Irina on October 15 at 05:14PM

@Jwebb,

The question asks us what inferences can we make from the given set of facts.
The first premise tells us that:

IF understanding the word ALWAYS requires knowing its dictionary definition, THEN understanding the word requires understanding the words that occur in this definition.

The premise is essentially telling us that IF understanding the word requires knowing its dictionary definition, so let's say to understand what "dog" means, one must know its dictionary definition, THEN one must also understand all the words in this definition "a domesticated carnivorous mammal that typically has a long snout, an acute sense of smell, nonretractable claws, and a barking, howling, or whining voice."

The second premise tells us:

But clearly there are people - for example babies - who do not know the dictionary definition of the words they utter.
Surely, there a person that says "dog" without knowing how it is defined in the dictionary.
This premise tells us that people, e.g. babies - say words without knowing the definition but we cannot tell whether these babies understand the words that they utter. Since there is no connection between the first and the second premise, we can infer that the correct inference is likely conditional on babies' understanding/ lack of understanding of the words they say. We can thus infer if these babies do indeed understand the words that they say, then the antecedent of the first premise is false - one can understand the word without ALWAYS knowing its dictionary definition as (E) correctly concludes.

Let's look at (C) and (D):

(C) If some words can be understood without knowing the dictionary definition, then babies understand some words.

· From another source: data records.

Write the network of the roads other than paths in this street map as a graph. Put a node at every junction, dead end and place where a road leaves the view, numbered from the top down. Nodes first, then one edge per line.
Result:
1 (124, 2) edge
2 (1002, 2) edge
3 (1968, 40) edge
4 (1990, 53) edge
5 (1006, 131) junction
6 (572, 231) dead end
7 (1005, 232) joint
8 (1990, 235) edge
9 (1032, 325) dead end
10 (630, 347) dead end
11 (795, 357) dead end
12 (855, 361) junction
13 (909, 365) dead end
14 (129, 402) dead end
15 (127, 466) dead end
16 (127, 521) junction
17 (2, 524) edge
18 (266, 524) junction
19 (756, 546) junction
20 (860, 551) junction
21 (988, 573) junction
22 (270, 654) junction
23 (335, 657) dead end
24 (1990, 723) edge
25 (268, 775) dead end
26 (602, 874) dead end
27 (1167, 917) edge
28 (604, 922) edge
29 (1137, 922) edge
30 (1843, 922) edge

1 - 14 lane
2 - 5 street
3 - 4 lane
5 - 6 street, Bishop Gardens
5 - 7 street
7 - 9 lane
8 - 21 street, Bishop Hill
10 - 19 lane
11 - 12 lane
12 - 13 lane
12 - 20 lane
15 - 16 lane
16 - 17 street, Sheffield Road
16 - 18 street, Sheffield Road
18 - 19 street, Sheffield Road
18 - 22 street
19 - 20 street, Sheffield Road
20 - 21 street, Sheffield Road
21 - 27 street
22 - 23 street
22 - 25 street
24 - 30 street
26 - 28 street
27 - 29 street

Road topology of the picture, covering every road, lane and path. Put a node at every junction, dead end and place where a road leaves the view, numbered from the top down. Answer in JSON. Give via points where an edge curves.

This is an unwarranted inference. We know that babies utter some words without knowing their definition per premise (2) and even if we say that some words can be understood without knowing their definition, we still could not infer that babies do understand some words. It is true that they COULD understand words without knowing the definition in this hypothetical, but we cannot conclude that it must be true.

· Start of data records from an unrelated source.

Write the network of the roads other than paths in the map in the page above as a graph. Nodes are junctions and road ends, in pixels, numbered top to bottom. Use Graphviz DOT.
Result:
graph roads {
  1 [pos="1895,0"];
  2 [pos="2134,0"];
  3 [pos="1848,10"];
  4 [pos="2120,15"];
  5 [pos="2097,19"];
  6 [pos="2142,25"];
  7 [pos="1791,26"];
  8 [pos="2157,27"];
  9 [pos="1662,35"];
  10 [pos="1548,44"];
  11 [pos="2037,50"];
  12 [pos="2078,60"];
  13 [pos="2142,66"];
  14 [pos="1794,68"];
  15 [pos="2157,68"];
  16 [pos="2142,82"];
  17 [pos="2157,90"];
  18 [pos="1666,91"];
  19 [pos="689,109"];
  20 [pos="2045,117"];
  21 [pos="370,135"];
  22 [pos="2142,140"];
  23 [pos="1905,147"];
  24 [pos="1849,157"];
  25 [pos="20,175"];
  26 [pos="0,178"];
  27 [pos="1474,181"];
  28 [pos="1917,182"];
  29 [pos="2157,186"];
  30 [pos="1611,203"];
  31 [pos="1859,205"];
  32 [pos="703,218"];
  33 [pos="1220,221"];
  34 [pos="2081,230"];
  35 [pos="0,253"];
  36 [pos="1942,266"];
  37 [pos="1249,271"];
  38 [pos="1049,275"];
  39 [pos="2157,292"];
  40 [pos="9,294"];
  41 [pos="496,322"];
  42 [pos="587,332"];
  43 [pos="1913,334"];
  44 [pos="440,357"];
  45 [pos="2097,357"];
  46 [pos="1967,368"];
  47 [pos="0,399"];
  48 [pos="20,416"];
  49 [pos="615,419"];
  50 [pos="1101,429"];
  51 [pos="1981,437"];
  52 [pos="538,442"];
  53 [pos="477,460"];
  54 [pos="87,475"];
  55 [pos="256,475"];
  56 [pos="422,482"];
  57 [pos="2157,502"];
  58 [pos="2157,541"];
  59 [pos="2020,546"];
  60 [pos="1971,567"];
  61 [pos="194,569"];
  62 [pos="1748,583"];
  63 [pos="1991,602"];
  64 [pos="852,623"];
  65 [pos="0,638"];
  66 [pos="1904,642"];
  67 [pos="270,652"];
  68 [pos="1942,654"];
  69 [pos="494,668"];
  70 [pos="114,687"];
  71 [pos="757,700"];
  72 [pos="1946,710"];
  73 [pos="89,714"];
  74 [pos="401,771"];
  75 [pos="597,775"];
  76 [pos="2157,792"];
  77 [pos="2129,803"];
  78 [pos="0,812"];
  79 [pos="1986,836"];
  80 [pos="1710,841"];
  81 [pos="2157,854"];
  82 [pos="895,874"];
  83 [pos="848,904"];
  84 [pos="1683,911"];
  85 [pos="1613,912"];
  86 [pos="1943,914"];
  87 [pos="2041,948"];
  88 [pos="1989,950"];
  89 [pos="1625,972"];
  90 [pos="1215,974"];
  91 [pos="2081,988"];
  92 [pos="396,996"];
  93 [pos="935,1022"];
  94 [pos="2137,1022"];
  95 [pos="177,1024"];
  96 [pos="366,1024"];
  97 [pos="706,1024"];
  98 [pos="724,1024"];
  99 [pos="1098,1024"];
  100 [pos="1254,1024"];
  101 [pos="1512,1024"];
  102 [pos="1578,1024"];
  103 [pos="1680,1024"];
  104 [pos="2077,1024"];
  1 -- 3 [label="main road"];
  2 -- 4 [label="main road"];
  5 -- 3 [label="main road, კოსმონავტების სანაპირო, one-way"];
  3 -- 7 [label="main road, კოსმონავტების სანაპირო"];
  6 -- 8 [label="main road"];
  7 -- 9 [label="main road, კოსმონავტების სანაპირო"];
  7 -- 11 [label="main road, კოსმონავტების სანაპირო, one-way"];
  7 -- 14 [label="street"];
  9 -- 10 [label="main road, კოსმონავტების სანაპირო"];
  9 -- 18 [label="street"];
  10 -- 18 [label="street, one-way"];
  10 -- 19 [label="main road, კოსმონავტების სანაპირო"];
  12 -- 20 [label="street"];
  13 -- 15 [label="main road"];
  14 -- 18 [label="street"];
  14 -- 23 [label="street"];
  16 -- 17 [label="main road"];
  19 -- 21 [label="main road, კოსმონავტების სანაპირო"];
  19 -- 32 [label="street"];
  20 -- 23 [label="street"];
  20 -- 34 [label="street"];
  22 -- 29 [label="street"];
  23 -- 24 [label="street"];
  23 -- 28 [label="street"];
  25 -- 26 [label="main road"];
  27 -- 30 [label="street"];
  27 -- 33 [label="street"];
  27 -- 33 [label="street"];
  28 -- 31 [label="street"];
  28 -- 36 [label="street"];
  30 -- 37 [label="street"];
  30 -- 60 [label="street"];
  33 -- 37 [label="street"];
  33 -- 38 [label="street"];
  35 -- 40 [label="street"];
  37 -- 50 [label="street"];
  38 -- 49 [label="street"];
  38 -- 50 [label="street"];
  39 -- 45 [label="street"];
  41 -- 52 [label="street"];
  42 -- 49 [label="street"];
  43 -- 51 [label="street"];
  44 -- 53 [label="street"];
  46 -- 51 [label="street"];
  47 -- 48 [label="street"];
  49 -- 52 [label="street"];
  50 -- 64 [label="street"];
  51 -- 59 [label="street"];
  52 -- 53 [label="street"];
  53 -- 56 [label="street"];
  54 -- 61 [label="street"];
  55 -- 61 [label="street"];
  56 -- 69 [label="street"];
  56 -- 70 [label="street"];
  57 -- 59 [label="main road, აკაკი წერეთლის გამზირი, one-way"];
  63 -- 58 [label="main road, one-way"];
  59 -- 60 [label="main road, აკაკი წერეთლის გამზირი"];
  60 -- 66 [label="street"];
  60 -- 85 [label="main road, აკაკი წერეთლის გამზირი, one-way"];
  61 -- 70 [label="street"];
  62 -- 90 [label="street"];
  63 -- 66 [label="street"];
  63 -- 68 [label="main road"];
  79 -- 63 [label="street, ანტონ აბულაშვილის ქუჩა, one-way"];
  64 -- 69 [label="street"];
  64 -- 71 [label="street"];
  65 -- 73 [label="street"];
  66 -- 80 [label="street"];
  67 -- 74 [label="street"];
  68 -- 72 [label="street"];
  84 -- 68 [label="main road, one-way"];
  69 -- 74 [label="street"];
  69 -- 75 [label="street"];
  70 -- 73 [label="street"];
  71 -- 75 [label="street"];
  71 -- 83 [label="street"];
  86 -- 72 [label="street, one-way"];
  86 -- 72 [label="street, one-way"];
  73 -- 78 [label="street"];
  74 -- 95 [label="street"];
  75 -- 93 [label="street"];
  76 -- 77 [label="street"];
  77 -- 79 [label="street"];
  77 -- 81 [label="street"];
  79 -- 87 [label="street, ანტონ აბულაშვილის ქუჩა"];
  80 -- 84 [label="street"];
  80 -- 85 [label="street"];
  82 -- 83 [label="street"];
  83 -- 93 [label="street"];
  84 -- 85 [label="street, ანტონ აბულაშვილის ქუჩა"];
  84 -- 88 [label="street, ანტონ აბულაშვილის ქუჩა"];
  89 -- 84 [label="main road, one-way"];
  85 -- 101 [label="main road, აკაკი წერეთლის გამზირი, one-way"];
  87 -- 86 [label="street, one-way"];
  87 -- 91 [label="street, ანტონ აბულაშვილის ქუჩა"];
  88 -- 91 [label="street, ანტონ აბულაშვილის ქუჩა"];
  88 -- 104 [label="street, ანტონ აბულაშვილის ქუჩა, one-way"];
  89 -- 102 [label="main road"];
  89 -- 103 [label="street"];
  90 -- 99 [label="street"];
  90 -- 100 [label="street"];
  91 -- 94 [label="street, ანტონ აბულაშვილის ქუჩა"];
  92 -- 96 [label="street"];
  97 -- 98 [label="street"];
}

(D) If it is possible to understand a word without knowing its definition,then it is possible to understand the word without knowing any other word.

That's an extreme inference. We are only told that babies do not know dictionary definitions for some of the words they utter. Does it mean they understand these words? Does it mean they know no other words? No, none of these inferences are supported by our premises.

Let me know if this helps and if you have any other questions.

on October 15 at 05:46PM

Thanks, and I do have a follow up question to D... I know this is going to sound absurd, but so are some of these questions... my only issue with it is not that is is or is not an extreme inference, but that I find it hard based on what we are defining the term some to be (at least one) to rule out D. My is reasoning is this and please tell me where I'm going astray.. if a person understands a word without knowing its definition, then how can we rule out the possibility that a person understands only that word?

Ravi on October 17 at 11:13PM

@Jwebb,

Happy to help. Let's look at (D).

(D) says, "If it is possible to understand a word without knowing its
dictionary definition, then it is possible to understand a word
without having to understand any other word."

The problem with (D) is that it goes way too far in its conclusion.
This is not something that follows logically from the content of the
stimulus because even if someone can understand a word without
understanding its dictionary definition, that doesn't mean that
someone can understand it without understanding any other word. It
could still be the case that in order to understand a word, you have
to understand some other words. Thus, we can get rid of (D).

Does that make sense? Let us know if you have any other questions!

Ravi on October 17 at 11:15PM

@Jwebb, the problem is that in your reasoning, you're failing to account for the fact that we are focused on what we can conclude based on what we've been given in the stimulus. Your reasoning relies on focusing on more than just what's in the stimulus, and this is why it's something that we cannot conclude based on what is in the stimulus.